While it’s true that de-duplication works poorly with compressed data, and if you compare the de-dupe ratios for “usual” uncompressed files with the de-dupe ratios for compressed files, the compressed data looks very, very bad. But there’s even more to this story, so much more that we decided to, in a limited way, stuff the compressed files into our DDR anyway.

Here’s why:

Both SQL Server backups and file compression are a deterministic process. If you back up the same database twice, and it has the same data pages in it, and those pages are largely unchanged, then the backup files will be substantially the same. This is true if you compress both files with the same algorithm and settings, too – the data in the compressed files will be largely identical. It will not be like any OTHER files on your network, but the two files will be similar to one another.

If you change a small percentage of the data pages in the data file, that will still be true: a compressed backup of the database on, say, Monday will be mostly the same as a compressed backup of the same database, with modest changes, on Tuesday.

What that means is that if I have a 1 TB database, which I do, that produces a 250 GB compressed backup file, and that database receives mainly incremental changes from day to day or week to week, then each successive backup will be similar to the previous one. And if I copy them into a de-duplicating store (at least the one I have to work with) then, while the first file will be basically 100% net new data, the second will de-dupe against the first. It’s not as effective as other types of files, but it does help. Let’s say, for argument, that I get 75% de-duplication of only the two files, instead of the normal 85%+ across many instances of other files, I am still getting 75% de-duplication, and that can be very useful.

Useful how? Well, we have SAN replication married to our de-duplicating store for offsite backup and disaster recovery. That means that each night I have to transmit a LOT of SQL backup data across a WAN to another site. What’s a lot? For me, that just means the pipe is small and the data is much bigger.
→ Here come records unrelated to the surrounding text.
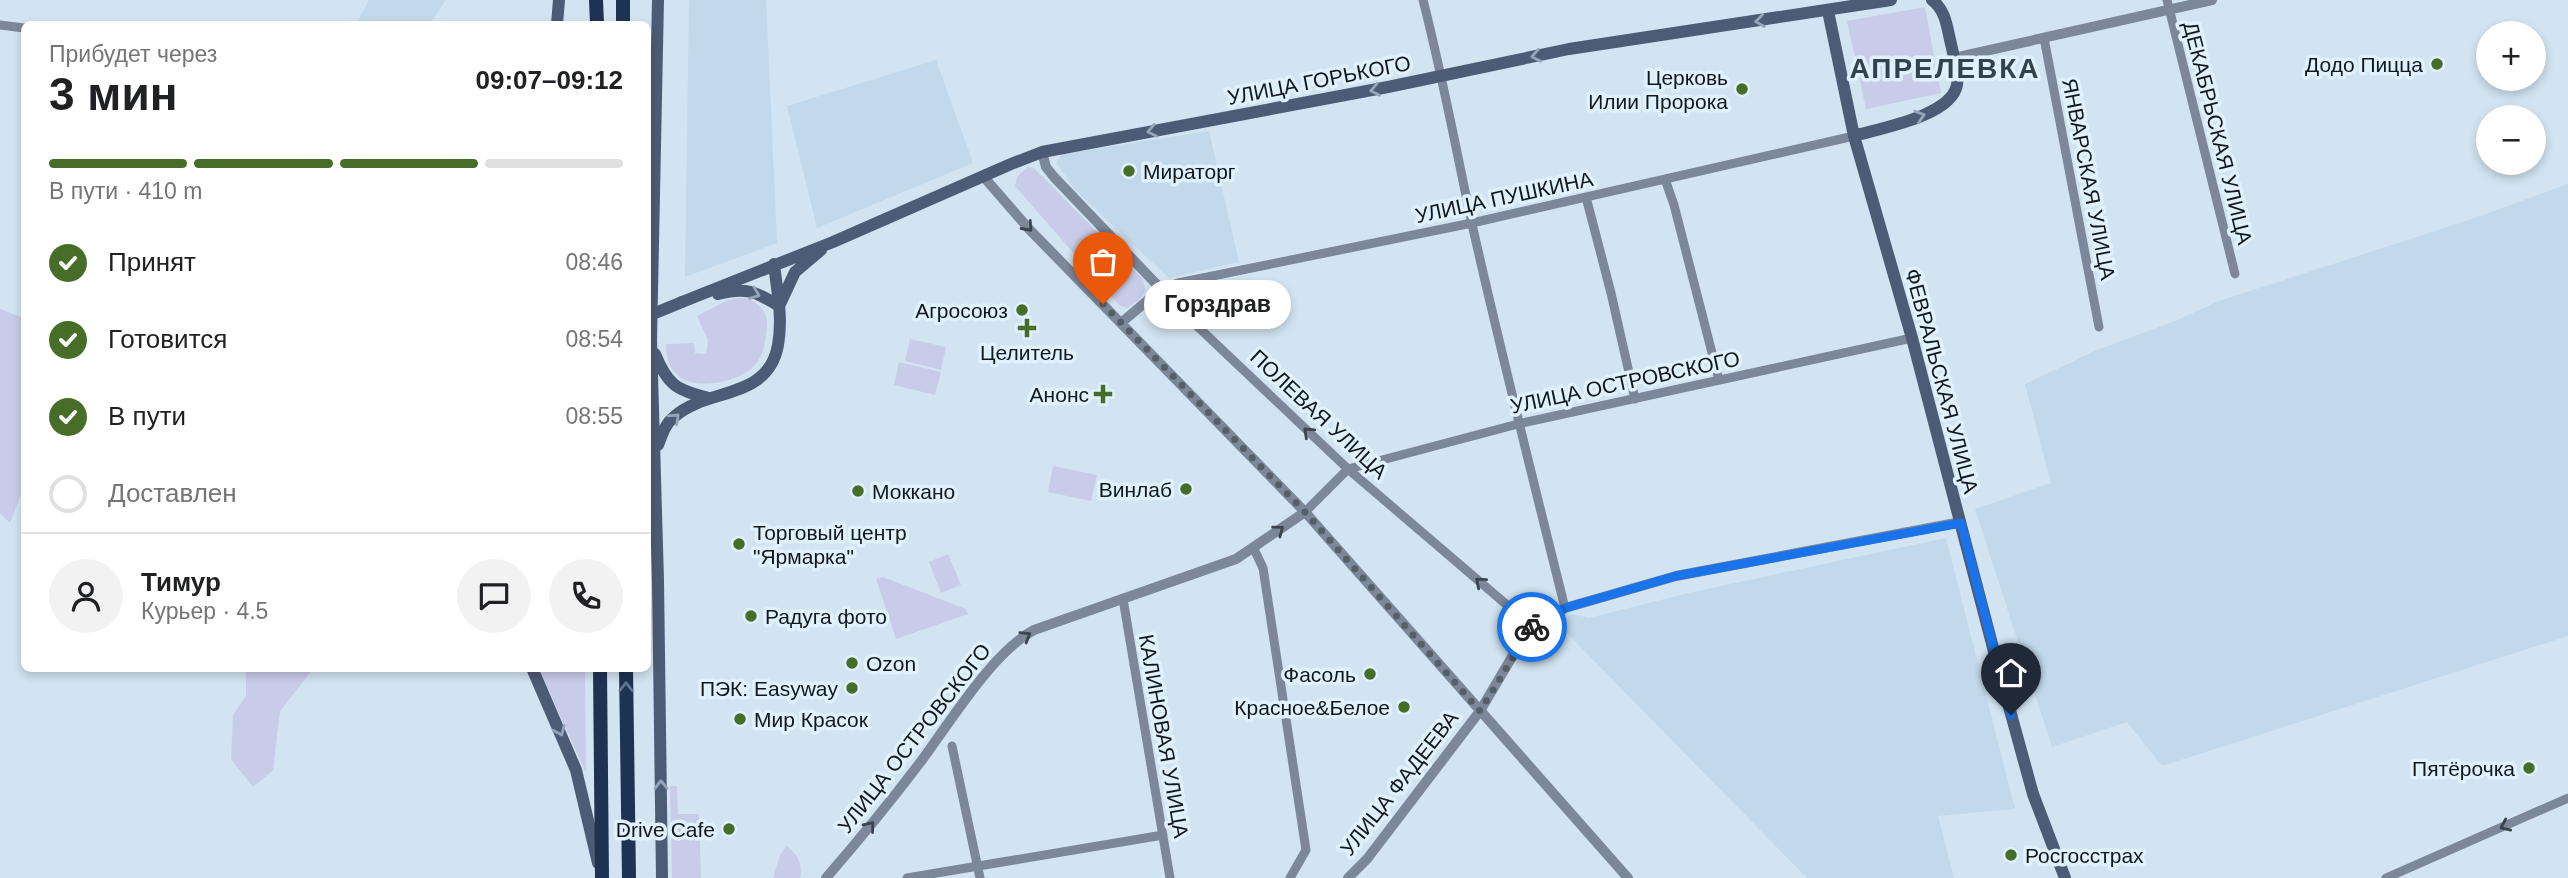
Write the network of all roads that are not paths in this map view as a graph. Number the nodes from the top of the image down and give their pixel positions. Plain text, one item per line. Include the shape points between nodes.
1 (559, 0) edge
2 (596, 0) edge
3 (623, 0) edge
4 (659, 0) edge
5 (1423, 0) edge
6 (1891, 0) edge
7 (2212, 0) edge
8 (1938, 3) edge
9 (2168, 5) edge
10 (1828, 11) junction
11 (557, 21) edge
12 (597, 21) edge
13 (623, 21) edge
14 (0, 25) edge
15 (21, 28) edge
16 (2044, 38) junction
17 (1954, 58) junction
18 (1442, 74) junction
19 (1854, 136) junction
20 (1042, 152) junction
21 (983, 176) junction
22 (1665, 179) junction
23 (1586, 197) junction
24 (1472, 223) junction
25 (832, 242) junction
26 (774, 264) junction
27 (2235, 274) dead end
28 (1161, 289) junction
29 (682, 302) junction
30 (779, 306) junction
31 (651, 315) edge
32 (1121, 323) junction
33 (2099, 327) dead end
34 (1912, 338) junction
35 (651, 340) junction
36 (1719, 380) junction
37 (709, 398) junction
38 (1635, 399) junction
39 (1518, 424) junction
40 (655, 452) junction
41 (1348, 469) junction
42 (1305, 512) junction
43 (1961, 523) junction
44 (1254, 549) junction
45 (1123, 599) junction
46 (1565, 608) junction
47 (1529, 628) junction
48 (534, 672) edge
49 (600, 672) edge
50 (626, 672) edge
51 (1480, 711) junction
52 (951, 746) dead end
53 (2568, 799) edge
54 (1163, 835) junction
55 (978, 867) junction
56 (602, 878) edge
57 (629, 878) edge
58 (662, 878) edge
59 (826, 878) edge
60 (907, 878) edge
61 (980, 878) edge
62 (1170, 878) edge
63 (1290, 878) edge
64 (1348, 878) edge
65 (1628, 878) edge
66 (2065, 878) edge
67 (2386, 878) edge

1 - 11 main road
2 - 12 highway
3 - 13 highway
4 - 35 main road
5 - 18 street
6 - 10 main road, УЛИЦА ГОРЬКОГО
7 - 9 street
8 - 17 main road
9 - 16 street
9 - 27 street, ДЕКАБРЬСКАЯ УЛИЦА
10 -> 18 main road, УЛИЦА ГОРЬКОГО via 1569,49
10 - 19 main road, ФЕВРАЛЬСКАЯ УЛИЦА
14 - 15 street
16 - 17 street
16 - 33 street, ЯНВАРСКАЯ УЛИЦА
19 -> 17 main road via 1938,110 1957,85
18 -> 20 main road, УЛИЦА ГОРЬКОГО
18 - 24 street
19 - 22 street, УЛИЦА ПУШКИНА
19 - 34 main road, ФЕВРАЛЬСКАЯ УЛИЦА
20 - 21 main road, УЛИЦА ГОРЬКОГО
20 - 28 street, ПОЛЕВАЯ УЛИЦА via 1054,177
21 - 25 main road, УЛИЦА ГОРЬКОГО
21 -> 32 street
22 - 23 street, УЛИЦА ПУШКИНА
22 - 36 street
23 - 24 street, УЛИЦА ПУШКИНА
23 - 38 street
24 - 28 street, УЛИЦА ПУШКИНА
24 - 39 street
25 - 26 main road
25 - 30 main road via 800,266
26 - 29 main road
26 - 30 main road
28 - 32 street
41 -> 28 street, ПОЛЕВАЯ УЛИЦА
29 -> 30 main road via 745,289
29 - 31 main road, bridge
30 - 37 main road via 779,343 766,372 743,388
32 - 42 street
34 - 36 street, УЛИЦА ОСТРОВСКОГО
34 - 43 main road, ФЕВРАЛЬСКАЯ УЛИЦА
35 - 37 main road via 670,382 682,391
35 - 40 main road
36 - 38 street, УЛИЦА ОСТРОВСКОГО
40 -> 37 main road via 673,417
38 - 39 street, УЛИЦА ОСТРОВСКОГО
39 - 41 street, УЛИЦА ОСТРОВСКОГО
39 - 46 street
58 -> 40 main road
41 - 42 street
47 -> 41 street, ПОЛЕВАЯ УЛИЦА
44 -> 42 street, УЛИЦА ОСТРОВСКОГО
42 - 51 street
43 - 46 street via 1676,576
43 - 66 main road, ФЕВРАЛЬСКАЯ УЛИЦА via 2033,794
44 - 45 street, УЛИЦА ОСТРОВСКОГО
44 - 63 street via 1263,568 1307,850
45 - 54 street, КАЛИНОВАЯ УЛИЦА
59 -> 45 street, УЛИЦА ОСТРОВСКОГО via 991,667 1019,639
46 - 47 street
47 - 51 street, УЛИЦА ФАДЕЕВА
48 -> 56 main road via 576,770
49 - 56 highway
57 -> 50 highway
51 - 64 street, УЛИЦА ФАДЕЕВА
51 - 65 street
52 - 55 street
53 -> 67 street
54 - 55 street
54 - 62 street, КАЛИНОВАЯ УЛИЦА
55 - 60 street
55 - 61 street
And that process would go a lot faster if, somehow, by magic, a whole lot of the data were already at the other end of the pipe before I start.

See where I’m going with this? With de-duplicated files, as days and weeks pass, each time we replicate new files from one site to the other, a whole lot of the data is already there at the other site. We only have to transmit the net new data. Even if that’s only 50% (a very poor performance number for de-duplicated storage in most people’s minds) that’s still cutting the data in half. Which is pretty good. Plus it’s compressed, which helps every other aspect of the backup story.
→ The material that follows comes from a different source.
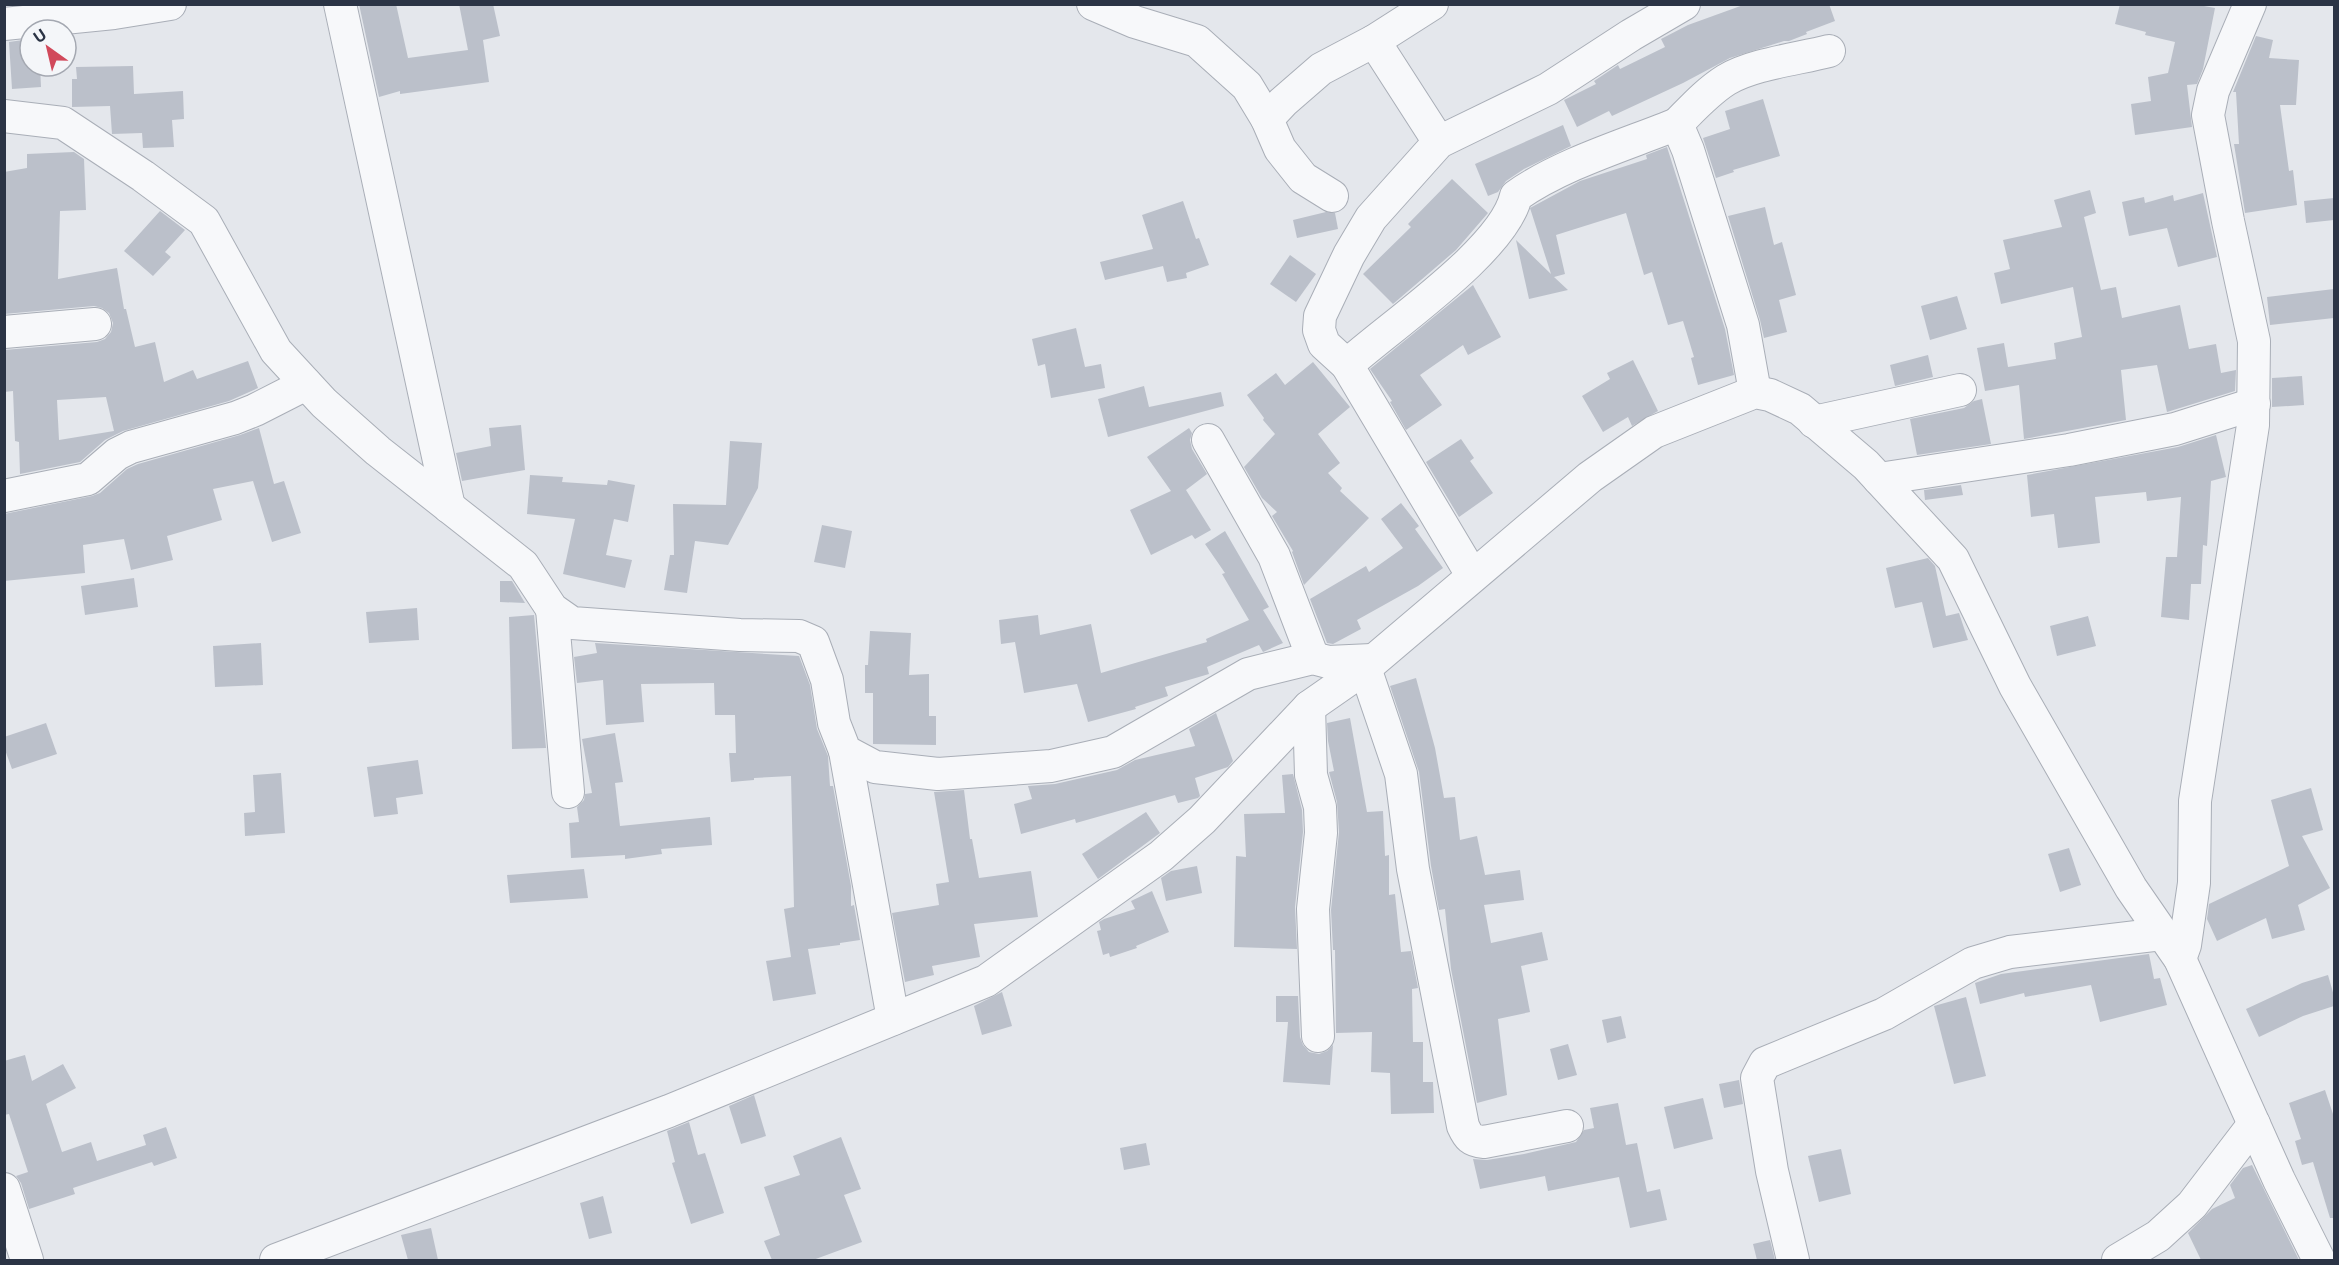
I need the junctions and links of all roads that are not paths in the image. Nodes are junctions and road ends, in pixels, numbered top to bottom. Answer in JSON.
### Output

So we have what I think is a good compromise, born out by internal testing:

  1. Keeping compressed SQL Backups in de-duplicated storage indefinitely, as a replacement for tapes, is impractical. It’s just too expensive. So we keep the SQL Backups in there only for the purpose of DR, and we have a pretty aggressive purge schedule to be rid of old files. The sweet spot seems to be to keep only a week or two.
  2. We use tapes too, for archival purposes, and they have longer retention.
  3. We back up to local (DAS or SAN) disks first at the SQL Server and then copy into the de-duplicating store, so that the backup process performs well and isn’t bottlenecked at the network or at the speed the appliance can receive the files. So backups go to disk, then get copied into the de-dupe store, cancel against whatever is in there, and then it replicates them off site.

This is not a cheap setup, but it works great. I love it. That 250 GB file I mentioned is available at my other site in a couple of hours, because it’s always mostly there already. Your mileage may vary depending on all the specifics of the technology you have, and, as I said, Brent and Denny are right.

* Professional driver on a closed course; don’t try this at home; no animals were de-duped in the production of this post.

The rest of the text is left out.